Ready your pen and paper TNCers, photography golden tips are about to rain all over!

Everyone has that friend obsessed with a specific, recurring number. I had a friend who was crazy about the number 22, and actually, the number seemed to pop up everywhere when I was with him. Trust me, this story can make you freak out and doubt your friend…that is until it happens to you.

My personal obsession has been a name. Or rather, a photographer. But also, an art director, graphic designer, and full-time artist.

My obsession has been Calvin Pausania.

Was I reading about the latest Naomi Sharon music? Calvin Pausania was there.

Was I picking my fave Converse? Calvin Pausania has been collaborating with the brand for 3 years.

Was I diving into Frenna’s latest project for Havana Club, Toast to the Culture? Again, Calvin Pausania’s lens captured the moment.

At the end of the day, I didn’t need to even read the name: I could recognize his incredible, vibrant photographic style among thousands. It struck a chord with me. And there, on the third cockcrow, the hands were already googling…

To Lead an Orchestra, You Must Turn your Back on the Crowd

Opening Pausania digital museum, you come across his tagline.

Self-taught photographer, Class of ‘94, Calvin Pausania dropped out of the art academy just a few weeks after his first class. His climb from the days of curating Dutch music covers in 2013 to the conquest of worldwide streetwear labels has been nothing short of outstanding.

Courtesy of Calvin Pausania
Courtesy of Calvin Pausania

The idea that takes place is one of a rebellious genius, a ‘multi-instrumentalist’, that has escaped formal education against any reasonable advice, to find his personal art. Indeed, as it often happens within the editorial environment, it’s quite normal to expect to e-meet an eccentric character. But, since the very first sentences of our talk, Calvin has turned down this misconception, proving that artists do not need a big ego to succeed: Talent silently speaks for itself.

His photography merges architectural prospectives and graphical distortions, blurring the lines between digital and real. Each shoot is a bite of broader, conceptual storytelling that pushes the boundaries of gravity.

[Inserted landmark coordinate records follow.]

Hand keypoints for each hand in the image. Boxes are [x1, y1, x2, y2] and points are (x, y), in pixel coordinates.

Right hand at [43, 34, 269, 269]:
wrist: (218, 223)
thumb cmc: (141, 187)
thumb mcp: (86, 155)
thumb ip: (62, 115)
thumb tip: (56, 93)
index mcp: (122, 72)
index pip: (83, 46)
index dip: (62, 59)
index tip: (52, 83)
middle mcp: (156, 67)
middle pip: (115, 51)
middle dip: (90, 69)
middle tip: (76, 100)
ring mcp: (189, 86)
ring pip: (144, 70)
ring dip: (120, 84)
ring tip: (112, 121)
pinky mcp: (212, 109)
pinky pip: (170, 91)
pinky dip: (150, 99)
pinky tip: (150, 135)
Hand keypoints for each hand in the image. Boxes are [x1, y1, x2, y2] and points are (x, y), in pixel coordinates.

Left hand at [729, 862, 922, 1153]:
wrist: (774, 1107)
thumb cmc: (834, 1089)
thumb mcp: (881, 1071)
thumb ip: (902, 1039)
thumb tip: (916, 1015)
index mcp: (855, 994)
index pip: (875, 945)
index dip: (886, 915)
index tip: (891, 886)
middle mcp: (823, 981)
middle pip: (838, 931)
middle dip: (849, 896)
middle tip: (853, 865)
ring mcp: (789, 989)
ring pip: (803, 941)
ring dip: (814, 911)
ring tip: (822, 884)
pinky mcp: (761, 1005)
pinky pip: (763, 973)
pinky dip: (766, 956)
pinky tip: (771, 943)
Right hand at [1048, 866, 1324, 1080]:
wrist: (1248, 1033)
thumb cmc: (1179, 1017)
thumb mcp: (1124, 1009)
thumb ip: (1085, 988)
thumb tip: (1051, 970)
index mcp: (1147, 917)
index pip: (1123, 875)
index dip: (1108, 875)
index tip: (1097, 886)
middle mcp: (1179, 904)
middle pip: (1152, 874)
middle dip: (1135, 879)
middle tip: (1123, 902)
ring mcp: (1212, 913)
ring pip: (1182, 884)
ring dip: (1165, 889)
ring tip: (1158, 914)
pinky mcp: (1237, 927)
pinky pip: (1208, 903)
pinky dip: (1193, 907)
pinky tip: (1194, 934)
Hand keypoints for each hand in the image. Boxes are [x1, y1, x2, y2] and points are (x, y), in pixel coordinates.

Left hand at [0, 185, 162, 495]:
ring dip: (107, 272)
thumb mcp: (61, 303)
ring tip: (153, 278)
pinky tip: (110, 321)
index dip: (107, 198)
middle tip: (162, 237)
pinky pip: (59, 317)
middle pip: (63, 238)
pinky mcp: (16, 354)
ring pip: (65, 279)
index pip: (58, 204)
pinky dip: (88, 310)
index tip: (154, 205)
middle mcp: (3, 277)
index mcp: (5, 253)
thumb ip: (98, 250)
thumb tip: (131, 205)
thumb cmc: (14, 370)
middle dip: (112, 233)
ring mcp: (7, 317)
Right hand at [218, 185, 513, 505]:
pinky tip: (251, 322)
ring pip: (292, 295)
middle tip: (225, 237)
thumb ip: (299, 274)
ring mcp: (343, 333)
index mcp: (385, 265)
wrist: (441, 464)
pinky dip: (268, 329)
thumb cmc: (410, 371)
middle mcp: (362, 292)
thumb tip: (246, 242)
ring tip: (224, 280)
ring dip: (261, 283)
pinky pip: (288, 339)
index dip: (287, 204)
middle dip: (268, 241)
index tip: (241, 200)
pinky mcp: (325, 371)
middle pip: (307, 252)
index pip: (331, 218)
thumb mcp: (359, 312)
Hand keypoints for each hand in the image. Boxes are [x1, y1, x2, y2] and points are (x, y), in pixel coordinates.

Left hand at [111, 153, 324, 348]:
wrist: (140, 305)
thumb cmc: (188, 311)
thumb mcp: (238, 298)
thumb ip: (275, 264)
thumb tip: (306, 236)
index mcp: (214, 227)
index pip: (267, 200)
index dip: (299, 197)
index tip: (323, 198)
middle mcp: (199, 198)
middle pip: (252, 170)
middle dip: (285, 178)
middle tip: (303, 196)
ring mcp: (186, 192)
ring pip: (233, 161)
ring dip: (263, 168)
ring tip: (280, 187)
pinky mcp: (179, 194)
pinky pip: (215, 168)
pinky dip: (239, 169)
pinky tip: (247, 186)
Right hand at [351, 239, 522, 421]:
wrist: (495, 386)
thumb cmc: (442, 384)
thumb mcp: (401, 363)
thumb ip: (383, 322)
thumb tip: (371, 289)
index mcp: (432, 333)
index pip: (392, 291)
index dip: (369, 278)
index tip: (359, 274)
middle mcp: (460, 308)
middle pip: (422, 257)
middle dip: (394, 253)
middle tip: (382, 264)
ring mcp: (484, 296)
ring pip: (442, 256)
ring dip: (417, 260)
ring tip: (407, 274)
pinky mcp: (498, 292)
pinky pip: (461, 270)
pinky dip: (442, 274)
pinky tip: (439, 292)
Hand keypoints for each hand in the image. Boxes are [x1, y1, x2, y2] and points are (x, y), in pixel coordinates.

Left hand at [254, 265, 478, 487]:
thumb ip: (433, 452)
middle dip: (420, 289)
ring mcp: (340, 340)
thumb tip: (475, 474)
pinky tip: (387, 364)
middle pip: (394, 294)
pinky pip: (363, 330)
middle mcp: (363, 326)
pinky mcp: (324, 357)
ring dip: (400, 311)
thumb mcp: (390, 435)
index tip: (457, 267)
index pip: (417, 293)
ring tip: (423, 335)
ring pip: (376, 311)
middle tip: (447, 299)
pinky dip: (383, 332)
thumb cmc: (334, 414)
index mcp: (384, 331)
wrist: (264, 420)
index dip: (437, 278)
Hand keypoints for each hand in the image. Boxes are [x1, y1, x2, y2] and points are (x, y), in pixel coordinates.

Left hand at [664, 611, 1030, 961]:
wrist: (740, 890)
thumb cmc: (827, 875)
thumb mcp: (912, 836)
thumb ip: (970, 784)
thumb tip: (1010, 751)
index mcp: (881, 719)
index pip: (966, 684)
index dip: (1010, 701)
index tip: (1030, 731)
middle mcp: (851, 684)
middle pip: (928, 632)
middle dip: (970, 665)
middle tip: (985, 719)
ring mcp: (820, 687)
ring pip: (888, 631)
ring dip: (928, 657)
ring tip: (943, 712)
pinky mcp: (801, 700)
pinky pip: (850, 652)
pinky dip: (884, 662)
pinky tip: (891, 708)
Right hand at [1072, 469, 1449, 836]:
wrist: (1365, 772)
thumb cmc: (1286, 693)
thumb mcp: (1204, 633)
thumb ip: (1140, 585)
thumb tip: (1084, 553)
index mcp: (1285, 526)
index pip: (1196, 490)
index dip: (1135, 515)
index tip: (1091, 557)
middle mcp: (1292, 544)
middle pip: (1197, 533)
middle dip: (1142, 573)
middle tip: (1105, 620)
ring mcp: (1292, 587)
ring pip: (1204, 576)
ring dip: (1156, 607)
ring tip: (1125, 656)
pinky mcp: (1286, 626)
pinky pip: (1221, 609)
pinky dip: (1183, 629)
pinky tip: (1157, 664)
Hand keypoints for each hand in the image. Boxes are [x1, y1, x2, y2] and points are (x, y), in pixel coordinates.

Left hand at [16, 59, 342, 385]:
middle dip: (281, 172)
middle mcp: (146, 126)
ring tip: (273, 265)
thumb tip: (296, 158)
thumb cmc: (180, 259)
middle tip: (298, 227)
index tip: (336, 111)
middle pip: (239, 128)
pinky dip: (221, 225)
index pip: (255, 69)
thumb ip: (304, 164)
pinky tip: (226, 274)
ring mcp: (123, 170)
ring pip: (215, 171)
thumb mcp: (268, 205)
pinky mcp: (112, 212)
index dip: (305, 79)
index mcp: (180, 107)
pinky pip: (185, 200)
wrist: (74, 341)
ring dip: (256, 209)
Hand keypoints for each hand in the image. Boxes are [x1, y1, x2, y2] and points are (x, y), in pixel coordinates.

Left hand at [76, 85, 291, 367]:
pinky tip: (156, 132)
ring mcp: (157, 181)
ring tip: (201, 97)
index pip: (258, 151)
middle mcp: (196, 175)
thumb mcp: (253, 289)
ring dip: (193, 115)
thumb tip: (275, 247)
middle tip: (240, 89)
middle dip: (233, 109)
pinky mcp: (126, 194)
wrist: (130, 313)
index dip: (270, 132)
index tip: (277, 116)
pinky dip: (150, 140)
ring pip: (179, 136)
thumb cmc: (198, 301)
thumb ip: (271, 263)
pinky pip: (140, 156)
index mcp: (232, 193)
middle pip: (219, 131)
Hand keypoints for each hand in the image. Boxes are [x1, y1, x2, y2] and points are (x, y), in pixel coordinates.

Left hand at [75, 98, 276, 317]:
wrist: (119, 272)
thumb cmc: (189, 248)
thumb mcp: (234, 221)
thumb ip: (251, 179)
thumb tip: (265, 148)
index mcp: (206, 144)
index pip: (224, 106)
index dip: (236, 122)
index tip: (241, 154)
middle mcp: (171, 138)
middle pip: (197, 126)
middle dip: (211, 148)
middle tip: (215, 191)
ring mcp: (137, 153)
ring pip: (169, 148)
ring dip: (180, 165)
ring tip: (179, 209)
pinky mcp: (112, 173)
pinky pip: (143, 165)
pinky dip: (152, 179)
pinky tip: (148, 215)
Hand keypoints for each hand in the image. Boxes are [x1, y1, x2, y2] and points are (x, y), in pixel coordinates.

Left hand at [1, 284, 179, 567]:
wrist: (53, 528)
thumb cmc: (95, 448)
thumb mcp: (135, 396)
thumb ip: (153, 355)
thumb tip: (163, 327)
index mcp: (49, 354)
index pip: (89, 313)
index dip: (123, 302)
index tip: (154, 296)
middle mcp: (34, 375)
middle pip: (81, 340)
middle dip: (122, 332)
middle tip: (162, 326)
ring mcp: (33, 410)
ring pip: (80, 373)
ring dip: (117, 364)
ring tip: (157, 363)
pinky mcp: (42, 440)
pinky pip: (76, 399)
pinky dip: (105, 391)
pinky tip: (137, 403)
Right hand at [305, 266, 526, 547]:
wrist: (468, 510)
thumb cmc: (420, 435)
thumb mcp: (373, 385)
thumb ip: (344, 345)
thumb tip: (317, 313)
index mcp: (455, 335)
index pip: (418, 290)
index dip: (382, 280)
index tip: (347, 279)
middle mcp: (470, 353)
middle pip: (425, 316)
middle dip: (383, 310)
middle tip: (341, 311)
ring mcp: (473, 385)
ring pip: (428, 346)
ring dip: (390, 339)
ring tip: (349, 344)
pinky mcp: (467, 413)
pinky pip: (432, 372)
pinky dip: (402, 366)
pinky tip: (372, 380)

The Story Beyond the Myth: How Did all of It Start?

How could Calvin manage such a range of different artforms? It seems that Passion is the proper word to describe this inception. At the age of 19, Calvin attended an art course and he immediately fell in love with graphic design and its linkage with the world of music.

Courtesy of Calvin Pausania

“Graphic design was everywhere around me. I saw every artist having his own single or album cover. It sounded very interesting in that kind of artform. So, I just started to do it. […] It was my first source of inspiration; but when I started posting on Instagram, one music artist reached out to me. On Instagram, I wasn’t interested in making photos of what I was doing in everyday life. I just wanted to show the talent, you know. So, because of that, the ball started rolling. That was 2013.

When I went to art school in 2015, I already was working with several clients. Sometimes I wasn’t able to attend classes and teachers thought I wasn’t fully focused. Which was true!

Here, the myth of a rebellious, enfant terrible fails, revealing the measured and pondered decision to focus on his rising career. By the end of 2016, Calvin Pausania was already a full-time artist, working as art director and graphic designer for the Mustard’s 10 Summers Records.

It wasn’t a bad decision, after all!

Still, the background in design permeates his current photographic works, informing a unique dynamic and vibrant style.

Courtesy of Calvin Pausania

The role played by graphic design and architecture is a very important one. I grew up with them. I grew up being amazed by buildings, but also by graphic design, obviously. It has made me learn. You get a lot of education from them, especially about composition.

“If you need to work in a certain square for an album cover you need to make sure that within that square all the information is there. It definitely makes you look at photography differently. And basically, that’s also the reason why I stopped doing graphic design and moved into photography.

Especially in the music industry, we received photos and we needed to make something like a collage or graphics to create a single cover. I was used to working with photos of other people took, but I felt a lot of times that composition and information weren’t there. I started to make my photo on-site and make my own version of conceptual art. In the same style of graphic design. And there the blend started.”

In 2017, all the creative process was in his hands from the get go. It started as an exploration and experimentation to understand what kind of photo and angle the graphic work needed. But it ended up being a proper lightning strike with photography.

What Are Your lenses Seeking to Grab?

“I combine the words ‘Motion’ And ‘Emotion’ in (E)Motion. I always would like to tell a story with a series of photos. And sometimes I do it even in commercial campaigns, depending on what the client wants. That’s always really nice to tell a story from multiple angles”

Courtesy of Calvin Pausania

If Emotions and Movements are the keys, then the next medium to bring in conversation comes quite naturally: in the last two years, Pausania has started embracing video direction.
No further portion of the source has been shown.